Avantage(s) : le fait que l’on rencontre beaucoup de monde et on se crée de nombreux contacts en provenance du monde entier. On a l’occasion de voyager régulièrement également. Dans ce secteur, nous avons aussi l’avantage de travailler vers un but bien précis. On travaille par cycles, avec des échéances bien définies et c’est un véritable moteur dans le travail.
Inconvénient(s) : je dirais la pression liée à tout ce qui concerne l’accueil des personnalités, aux films qui doivent être là au bon moment, etc. Par rapport à ce qu’on avait prévu de faire, il ne peut pas y avoir d’accidents. Donc il y a pas mal de pression par rapport à cela.
D’après vous, quelles sont les qualités qu’il faut posséder si l’on veut travailler dans ce métier ?

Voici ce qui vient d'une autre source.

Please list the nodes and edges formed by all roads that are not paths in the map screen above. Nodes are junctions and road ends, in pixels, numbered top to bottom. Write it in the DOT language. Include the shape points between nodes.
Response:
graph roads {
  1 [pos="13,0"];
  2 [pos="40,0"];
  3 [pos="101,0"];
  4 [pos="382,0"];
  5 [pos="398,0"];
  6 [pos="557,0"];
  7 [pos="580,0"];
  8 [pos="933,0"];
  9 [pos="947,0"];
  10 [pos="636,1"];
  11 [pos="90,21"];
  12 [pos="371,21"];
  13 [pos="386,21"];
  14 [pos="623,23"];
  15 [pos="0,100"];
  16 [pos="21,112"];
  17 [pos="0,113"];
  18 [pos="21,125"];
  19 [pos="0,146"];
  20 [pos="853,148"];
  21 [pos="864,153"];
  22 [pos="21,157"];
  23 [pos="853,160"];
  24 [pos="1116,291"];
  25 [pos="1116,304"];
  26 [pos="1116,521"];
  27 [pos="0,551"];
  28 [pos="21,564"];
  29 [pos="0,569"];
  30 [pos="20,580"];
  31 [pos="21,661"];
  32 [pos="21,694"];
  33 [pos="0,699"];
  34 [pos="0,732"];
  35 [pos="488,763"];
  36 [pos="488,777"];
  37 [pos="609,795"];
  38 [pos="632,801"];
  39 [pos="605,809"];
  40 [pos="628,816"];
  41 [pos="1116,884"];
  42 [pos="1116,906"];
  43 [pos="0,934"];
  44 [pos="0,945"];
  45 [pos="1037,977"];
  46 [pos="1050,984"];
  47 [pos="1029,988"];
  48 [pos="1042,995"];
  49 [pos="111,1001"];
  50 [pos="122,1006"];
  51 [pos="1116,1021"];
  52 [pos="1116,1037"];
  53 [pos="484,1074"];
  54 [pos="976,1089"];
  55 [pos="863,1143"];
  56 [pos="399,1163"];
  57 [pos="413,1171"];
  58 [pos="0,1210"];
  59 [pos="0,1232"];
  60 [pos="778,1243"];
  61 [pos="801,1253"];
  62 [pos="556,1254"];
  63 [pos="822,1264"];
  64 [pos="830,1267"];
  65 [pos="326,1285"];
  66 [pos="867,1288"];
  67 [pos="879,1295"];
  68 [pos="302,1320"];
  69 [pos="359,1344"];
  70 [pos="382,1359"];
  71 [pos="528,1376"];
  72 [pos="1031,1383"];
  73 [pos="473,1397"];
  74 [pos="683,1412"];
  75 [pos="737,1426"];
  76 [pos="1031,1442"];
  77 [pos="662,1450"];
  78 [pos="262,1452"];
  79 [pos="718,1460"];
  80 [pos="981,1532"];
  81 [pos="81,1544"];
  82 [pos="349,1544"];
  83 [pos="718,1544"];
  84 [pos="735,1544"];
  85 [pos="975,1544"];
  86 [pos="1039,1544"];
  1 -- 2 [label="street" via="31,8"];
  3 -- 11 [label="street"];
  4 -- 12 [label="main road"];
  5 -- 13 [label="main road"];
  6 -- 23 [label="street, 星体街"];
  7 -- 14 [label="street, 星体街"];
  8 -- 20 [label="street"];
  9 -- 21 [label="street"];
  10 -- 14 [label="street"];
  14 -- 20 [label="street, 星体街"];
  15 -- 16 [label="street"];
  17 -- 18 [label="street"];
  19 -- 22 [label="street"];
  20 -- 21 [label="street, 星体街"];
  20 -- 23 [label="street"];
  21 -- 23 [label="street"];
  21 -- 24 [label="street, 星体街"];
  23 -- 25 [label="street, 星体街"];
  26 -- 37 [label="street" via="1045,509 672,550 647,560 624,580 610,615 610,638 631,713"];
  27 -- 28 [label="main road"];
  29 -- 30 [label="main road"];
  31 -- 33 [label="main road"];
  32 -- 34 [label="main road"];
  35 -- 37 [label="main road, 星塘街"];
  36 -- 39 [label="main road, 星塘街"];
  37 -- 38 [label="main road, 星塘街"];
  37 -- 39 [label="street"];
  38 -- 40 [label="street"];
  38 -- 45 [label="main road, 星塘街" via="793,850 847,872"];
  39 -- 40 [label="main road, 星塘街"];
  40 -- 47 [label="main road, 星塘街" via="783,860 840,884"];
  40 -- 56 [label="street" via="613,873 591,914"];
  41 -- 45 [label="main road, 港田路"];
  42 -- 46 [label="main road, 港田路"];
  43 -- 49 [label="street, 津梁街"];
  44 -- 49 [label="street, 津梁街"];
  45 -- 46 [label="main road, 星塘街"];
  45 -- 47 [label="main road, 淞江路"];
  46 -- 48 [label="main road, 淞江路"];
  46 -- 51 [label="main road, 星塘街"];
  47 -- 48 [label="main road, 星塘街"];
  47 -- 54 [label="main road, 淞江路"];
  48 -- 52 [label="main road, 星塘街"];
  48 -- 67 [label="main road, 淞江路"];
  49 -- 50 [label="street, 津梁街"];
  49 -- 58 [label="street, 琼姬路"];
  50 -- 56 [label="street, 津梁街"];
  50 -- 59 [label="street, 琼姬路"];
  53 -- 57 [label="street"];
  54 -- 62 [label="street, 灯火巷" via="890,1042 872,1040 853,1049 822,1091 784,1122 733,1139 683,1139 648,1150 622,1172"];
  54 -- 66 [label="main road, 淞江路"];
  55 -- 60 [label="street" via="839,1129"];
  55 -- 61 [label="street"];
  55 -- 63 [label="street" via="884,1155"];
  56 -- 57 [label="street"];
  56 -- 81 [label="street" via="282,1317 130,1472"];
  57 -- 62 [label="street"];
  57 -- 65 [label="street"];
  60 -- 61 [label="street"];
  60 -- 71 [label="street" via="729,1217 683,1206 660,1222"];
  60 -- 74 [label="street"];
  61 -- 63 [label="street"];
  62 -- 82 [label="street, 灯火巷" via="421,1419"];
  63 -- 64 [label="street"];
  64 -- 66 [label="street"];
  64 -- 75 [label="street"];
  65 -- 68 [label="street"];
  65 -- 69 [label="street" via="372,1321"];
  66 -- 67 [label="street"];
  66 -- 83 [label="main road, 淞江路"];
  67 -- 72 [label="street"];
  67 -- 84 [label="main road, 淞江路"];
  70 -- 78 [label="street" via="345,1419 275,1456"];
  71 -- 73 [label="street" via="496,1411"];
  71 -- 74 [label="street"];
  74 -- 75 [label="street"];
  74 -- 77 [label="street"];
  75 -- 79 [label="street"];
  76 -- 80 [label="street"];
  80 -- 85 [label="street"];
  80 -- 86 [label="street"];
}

Il faut la fibre culturelle, un intérêt pour l’art, le cinéma mais aussi les autres cultures. Il faut avoir une certaine confiance en soi et ne pas être timide, réservé. Il ne faut pas avoir peur de prendre la parole en public, de discuter avec des gens. Il est bien sûr important d’être bien organisé. L’ouverture d’esprit et le goût pour les relations humaines sont évidemment essentiels.
Quels sont les conseils que vous donneriez à une personne qui a envie de se lancer dans le milieu ?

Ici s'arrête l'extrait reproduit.